C'est la voix la plus douce que j'ai entendu de ma vie. Je me décale et l'infirmière pénètre dans la chambre.

Au moment où la porte s'entrouvre j'ai le réflexe de fermer les yeux. Putain, c'est idiot. Je ne suis plus une gamine. Je souffle pour tenter de m'apaiser mais c'est inutile. Le bip incessant du moniteur cardiaque est loin de me rassurer. Je sens une sueur froide couler dans mon dos. Faut que je me ressaisisse.

J'ouvre enfin mes paupières mais je fixe le sol. J'ai jamais été aussi lâche, ça ne me ressemble pas du tout. Je serre les poings, c'est pas le moment de flancher.

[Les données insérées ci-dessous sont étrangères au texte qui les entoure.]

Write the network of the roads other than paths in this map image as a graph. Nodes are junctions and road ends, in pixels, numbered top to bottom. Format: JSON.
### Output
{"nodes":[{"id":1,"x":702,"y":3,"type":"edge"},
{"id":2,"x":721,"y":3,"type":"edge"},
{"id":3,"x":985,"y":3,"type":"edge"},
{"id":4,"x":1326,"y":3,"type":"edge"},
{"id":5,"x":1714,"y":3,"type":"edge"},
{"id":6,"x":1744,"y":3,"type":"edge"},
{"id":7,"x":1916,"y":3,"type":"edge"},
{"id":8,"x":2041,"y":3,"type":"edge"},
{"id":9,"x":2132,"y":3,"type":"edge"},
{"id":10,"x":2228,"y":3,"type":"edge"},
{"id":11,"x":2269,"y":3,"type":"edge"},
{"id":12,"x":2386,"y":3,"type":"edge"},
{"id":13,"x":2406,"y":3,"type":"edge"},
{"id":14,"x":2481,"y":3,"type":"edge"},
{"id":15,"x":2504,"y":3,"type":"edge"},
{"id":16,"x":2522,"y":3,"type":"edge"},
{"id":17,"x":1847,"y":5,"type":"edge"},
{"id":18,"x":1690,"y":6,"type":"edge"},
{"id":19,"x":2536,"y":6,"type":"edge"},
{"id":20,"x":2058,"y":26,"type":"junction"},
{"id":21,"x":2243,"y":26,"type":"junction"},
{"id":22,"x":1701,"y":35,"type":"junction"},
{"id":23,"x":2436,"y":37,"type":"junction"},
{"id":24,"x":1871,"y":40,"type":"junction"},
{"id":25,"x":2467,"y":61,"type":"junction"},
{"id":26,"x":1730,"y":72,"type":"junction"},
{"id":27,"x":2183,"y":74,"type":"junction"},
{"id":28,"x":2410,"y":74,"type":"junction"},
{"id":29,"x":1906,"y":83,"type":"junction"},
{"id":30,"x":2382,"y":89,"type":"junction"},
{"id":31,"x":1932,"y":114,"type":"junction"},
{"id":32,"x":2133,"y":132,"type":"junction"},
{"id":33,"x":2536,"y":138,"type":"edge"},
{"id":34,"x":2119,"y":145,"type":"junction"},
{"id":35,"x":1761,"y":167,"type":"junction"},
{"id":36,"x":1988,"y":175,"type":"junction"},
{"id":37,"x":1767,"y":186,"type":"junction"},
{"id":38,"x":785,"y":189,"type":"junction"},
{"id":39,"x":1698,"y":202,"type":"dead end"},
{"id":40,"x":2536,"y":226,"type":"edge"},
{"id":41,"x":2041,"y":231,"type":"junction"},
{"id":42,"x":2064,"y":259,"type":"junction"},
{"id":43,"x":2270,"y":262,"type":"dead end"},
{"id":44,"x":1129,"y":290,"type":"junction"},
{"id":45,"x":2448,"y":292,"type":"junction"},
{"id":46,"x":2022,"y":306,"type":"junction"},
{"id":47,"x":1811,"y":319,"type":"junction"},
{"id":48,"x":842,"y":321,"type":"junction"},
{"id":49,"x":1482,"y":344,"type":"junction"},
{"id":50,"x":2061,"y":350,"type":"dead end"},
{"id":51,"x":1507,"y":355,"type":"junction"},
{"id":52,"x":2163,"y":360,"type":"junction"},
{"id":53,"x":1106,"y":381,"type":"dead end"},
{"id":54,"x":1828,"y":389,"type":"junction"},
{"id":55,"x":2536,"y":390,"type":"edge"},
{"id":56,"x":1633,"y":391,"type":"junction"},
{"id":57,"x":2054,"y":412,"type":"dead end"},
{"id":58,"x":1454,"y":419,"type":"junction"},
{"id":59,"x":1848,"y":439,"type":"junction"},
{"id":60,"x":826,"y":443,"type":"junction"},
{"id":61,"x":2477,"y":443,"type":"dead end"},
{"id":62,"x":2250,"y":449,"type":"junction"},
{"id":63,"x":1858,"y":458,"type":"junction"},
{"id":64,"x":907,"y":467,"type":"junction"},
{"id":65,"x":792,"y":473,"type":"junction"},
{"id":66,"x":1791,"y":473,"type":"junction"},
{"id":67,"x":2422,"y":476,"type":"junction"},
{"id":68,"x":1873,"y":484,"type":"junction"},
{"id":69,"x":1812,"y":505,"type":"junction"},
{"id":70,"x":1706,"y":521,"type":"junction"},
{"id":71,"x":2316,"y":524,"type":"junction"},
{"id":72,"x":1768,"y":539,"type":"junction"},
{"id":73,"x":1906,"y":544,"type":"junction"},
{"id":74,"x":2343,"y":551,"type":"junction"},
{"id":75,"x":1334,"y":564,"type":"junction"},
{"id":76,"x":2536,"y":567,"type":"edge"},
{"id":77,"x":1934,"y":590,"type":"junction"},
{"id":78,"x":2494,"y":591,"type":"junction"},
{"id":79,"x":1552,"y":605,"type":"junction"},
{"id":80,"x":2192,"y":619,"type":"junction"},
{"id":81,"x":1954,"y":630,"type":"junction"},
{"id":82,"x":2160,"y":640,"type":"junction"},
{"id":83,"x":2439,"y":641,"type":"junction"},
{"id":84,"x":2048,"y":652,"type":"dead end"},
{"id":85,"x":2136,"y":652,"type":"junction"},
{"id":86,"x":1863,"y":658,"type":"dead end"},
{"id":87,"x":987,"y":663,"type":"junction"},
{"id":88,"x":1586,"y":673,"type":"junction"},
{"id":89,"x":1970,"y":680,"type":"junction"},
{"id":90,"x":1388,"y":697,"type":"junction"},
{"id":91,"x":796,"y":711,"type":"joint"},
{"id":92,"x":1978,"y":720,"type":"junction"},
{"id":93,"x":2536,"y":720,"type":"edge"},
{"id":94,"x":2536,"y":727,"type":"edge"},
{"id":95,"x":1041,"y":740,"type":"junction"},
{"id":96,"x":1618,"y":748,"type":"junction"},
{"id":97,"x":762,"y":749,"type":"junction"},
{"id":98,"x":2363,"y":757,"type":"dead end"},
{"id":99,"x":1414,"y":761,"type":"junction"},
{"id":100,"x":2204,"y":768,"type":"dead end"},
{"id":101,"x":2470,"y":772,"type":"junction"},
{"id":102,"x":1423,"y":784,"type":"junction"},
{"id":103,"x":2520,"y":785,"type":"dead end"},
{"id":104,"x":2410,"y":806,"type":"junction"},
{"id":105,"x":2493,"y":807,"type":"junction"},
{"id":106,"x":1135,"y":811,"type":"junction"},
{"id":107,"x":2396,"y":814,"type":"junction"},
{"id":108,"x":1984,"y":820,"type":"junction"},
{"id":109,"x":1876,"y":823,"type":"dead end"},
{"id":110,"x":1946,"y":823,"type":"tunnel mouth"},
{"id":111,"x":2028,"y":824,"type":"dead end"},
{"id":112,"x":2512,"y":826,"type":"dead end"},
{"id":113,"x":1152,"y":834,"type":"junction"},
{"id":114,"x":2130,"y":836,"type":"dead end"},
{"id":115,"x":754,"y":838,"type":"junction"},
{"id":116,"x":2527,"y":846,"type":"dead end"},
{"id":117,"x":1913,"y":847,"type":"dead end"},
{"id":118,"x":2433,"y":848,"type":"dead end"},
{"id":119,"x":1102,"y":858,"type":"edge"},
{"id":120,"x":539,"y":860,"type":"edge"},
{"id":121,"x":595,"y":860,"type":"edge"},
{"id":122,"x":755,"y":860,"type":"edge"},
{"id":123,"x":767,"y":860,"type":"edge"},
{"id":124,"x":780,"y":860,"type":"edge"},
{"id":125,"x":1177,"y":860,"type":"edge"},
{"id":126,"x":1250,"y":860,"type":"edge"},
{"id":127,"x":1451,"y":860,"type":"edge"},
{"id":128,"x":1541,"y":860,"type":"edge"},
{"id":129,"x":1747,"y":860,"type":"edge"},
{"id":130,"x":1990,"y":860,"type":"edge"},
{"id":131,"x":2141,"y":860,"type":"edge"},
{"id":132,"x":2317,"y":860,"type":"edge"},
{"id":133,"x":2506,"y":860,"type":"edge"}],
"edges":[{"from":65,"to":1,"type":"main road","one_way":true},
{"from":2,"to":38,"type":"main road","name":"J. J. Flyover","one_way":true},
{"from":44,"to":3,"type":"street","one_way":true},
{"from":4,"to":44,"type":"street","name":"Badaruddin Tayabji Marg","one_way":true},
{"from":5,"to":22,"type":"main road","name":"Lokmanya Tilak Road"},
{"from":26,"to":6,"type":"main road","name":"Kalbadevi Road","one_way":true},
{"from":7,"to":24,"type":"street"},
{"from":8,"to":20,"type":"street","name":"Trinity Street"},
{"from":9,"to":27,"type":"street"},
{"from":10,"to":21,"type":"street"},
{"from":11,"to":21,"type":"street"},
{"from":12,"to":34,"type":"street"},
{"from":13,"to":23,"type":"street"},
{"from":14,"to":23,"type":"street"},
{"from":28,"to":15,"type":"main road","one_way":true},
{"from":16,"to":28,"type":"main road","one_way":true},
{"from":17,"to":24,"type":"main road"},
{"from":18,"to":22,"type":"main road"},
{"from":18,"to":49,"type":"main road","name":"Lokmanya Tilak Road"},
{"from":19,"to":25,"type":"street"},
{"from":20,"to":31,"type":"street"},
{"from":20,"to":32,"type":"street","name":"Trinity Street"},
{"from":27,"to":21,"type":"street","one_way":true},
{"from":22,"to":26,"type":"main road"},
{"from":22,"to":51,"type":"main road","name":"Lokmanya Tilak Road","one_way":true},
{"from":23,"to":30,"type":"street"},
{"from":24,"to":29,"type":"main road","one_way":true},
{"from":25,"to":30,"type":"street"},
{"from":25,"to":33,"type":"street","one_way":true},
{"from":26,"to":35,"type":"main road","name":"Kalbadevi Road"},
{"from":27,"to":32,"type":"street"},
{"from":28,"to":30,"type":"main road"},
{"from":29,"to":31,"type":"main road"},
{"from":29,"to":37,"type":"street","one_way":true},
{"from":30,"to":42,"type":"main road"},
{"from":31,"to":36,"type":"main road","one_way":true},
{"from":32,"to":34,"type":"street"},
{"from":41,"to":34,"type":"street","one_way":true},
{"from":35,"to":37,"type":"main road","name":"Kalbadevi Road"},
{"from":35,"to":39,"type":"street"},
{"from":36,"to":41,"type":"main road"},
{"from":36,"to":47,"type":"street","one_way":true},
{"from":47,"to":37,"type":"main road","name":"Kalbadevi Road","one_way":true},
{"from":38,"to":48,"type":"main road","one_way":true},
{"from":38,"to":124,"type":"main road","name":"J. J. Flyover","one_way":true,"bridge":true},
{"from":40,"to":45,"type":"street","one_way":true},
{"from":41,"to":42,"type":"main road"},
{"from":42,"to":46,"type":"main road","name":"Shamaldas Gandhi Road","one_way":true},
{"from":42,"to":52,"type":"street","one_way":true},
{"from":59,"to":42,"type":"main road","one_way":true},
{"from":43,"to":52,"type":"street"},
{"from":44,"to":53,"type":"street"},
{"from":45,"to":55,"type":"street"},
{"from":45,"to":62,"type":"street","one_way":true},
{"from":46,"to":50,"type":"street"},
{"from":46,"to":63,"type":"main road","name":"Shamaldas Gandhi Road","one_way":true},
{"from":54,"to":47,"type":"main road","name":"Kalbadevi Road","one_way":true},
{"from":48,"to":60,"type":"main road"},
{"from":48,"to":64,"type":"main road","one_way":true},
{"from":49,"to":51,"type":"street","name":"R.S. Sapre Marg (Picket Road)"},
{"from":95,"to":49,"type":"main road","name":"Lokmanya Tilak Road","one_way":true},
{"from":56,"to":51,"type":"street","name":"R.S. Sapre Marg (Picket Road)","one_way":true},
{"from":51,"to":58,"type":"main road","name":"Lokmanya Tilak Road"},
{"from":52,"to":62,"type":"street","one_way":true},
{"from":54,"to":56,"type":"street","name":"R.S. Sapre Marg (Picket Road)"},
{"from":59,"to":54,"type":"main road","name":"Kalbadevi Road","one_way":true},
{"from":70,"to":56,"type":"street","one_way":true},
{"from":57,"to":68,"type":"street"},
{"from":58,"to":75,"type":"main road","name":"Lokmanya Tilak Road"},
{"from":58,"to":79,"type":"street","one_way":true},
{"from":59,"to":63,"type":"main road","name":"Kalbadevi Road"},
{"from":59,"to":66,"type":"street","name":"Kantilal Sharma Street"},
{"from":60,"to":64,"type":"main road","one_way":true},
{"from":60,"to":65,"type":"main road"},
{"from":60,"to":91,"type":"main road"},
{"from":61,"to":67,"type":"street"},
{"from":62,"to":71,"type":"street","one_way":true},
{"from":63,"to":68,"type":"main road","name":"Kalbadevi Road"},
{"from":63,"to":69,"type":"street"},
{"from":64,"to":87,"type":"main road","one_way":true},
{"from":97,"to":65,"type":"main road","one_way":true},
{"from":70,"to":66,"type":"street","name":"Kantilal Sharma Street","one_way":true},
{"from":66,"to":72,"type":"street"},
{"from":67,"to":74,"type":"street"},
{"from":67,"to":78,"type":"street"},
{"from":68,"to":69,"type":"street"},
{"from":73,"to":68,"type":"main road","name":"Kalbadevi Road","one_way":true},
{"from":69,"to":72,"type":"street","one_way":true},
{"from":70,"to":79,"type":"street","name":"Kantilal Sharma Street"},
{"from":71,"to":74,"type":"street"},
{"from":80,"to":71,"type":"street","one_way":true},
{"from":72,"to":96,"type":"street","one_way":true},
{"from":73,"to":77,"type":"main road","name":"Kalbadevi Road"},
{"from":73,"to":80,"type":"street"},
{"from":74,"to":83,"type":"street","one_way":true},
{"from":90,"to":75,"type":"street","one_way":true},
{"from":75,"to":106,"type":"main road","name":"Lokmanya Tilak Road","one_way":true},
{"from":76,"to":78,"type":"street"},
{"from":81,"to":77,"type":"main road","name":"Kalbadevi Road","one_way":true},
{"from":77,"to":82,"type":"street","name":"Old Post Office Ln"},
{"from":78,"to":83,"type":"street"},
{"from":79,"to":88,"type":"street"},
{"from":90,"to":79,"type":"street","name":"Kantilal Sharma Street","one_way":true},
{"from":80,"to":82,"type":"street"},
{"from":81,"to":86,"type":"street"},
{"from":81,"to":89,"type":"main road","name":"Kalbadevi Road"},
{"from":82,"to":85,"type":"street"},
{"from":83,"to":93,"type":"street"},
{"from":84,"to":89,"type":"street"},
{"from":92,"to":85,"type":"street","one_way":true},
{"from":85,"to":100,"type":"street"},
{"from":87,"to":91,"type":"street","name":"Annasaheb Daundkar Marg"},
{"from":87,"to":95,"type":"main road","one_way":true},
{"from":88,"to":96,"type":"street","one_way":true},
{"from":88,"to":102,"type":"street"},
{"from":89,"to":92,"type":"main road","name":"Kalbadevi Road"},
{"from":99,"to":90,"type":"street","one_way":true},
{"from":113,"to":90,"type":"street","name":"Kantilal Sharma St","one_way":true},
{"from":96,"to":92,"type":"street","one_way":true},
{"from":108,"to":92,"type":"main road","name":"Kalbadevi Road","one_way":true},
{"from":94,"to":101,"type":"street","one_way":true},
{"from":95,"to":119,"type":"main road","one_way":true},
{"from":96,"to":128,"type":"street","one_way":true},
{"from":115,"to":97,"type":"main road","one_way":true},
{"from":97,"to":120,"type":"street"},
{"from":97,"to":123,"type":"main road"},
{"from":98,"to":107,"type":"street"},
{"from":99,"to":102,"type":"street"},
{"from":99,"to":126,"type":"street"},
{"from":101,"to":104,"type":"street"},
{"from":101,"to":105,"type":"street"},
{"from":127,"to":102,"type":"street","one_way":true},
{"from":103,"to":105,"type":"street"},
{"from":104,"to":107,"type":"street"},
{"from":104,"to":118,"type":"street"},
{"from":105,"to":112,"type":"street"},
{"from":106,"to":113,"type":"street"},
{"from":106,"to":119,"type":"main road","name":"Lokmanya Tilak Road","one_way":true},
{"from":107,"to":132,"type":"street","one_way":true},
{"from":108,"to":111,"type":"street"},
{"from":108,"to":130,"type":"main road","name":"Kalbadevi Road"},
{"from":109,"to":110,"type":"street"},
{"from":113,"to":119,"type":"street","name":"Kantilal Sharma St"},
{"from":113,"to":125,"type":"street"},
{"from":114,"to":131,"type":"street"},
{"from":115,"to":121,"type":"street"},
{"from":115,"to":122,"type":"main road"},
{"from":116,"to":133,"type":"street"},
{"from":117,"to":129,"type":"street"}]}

Je relève la tête mais évite soigneusement de regarder le corps allongé dans le lit. Pour gagner du temps, je détaille la pièce attentivement.

La couleur jaune du mur est tellement degueulasse. Je grimace. Ça m'étonne pas que les gens crèvent face à une déco pareille. À la vue de tous les tuyaux mon cœur se serre. La perfusion. Les drains. L'assistance respiratoire. Les cathéters.

Mon cœur s'emballe toujours plus. C'en est trop. C'est de ma faute. Je retiens mes larmes et fait demi-tour, sans même avoir regardé le visage de mon frère.

Je cours presque dans le couloir, pressée d'en finir. Je respire un grand coup. Arrivée dans le hall d'entrée, j'aperçois Antoine. C'est mignon, il m'attend sagement. Contre toute attente j'arrive à me calmer et faire comme s'il ne c'était rien passé. Je suis pathétique.

- Alors verdict, je demande.

Il lève les poignets : un dans le plâtre, l'autre dans une attèle. Il a pas l'air con comme ça. J'explose de rire, mais c'est plutôt dû au stress.

- Le gauche a juste une entorse. Par contre le scaphoïde est cassé à la main droite, il répond.

J'ai l'impression de le récupérer en pièces détachées. Genre meuble Ikea, à monter soi même. Joli-cœur me lance un regard l'air de dire "tu vois j'avais raison, j'me suis bien pété un truc". Je souris. Il a vraiment un ego à la con. Je secoue la tête, il va commencer à m'énerver.

Il s'approche lentement de moi.

- C'est triste je vais plus pouvoir te ploter les seins pendant deux mois, il susurre.

Pervers. Je lève les yeux au ciel avant de le fusiller du regard. Je crois qu'il a trop vite oublié la baffe de tout à l'heure. Un petit rappel ne lui ferait pas de mal. Mais je m'abstiens, après tout ça me fait sourire aussi. On est crevés, au beau milieu de la nuit et lui ne pense qu'à ça. Merde, il est sacrément atteint.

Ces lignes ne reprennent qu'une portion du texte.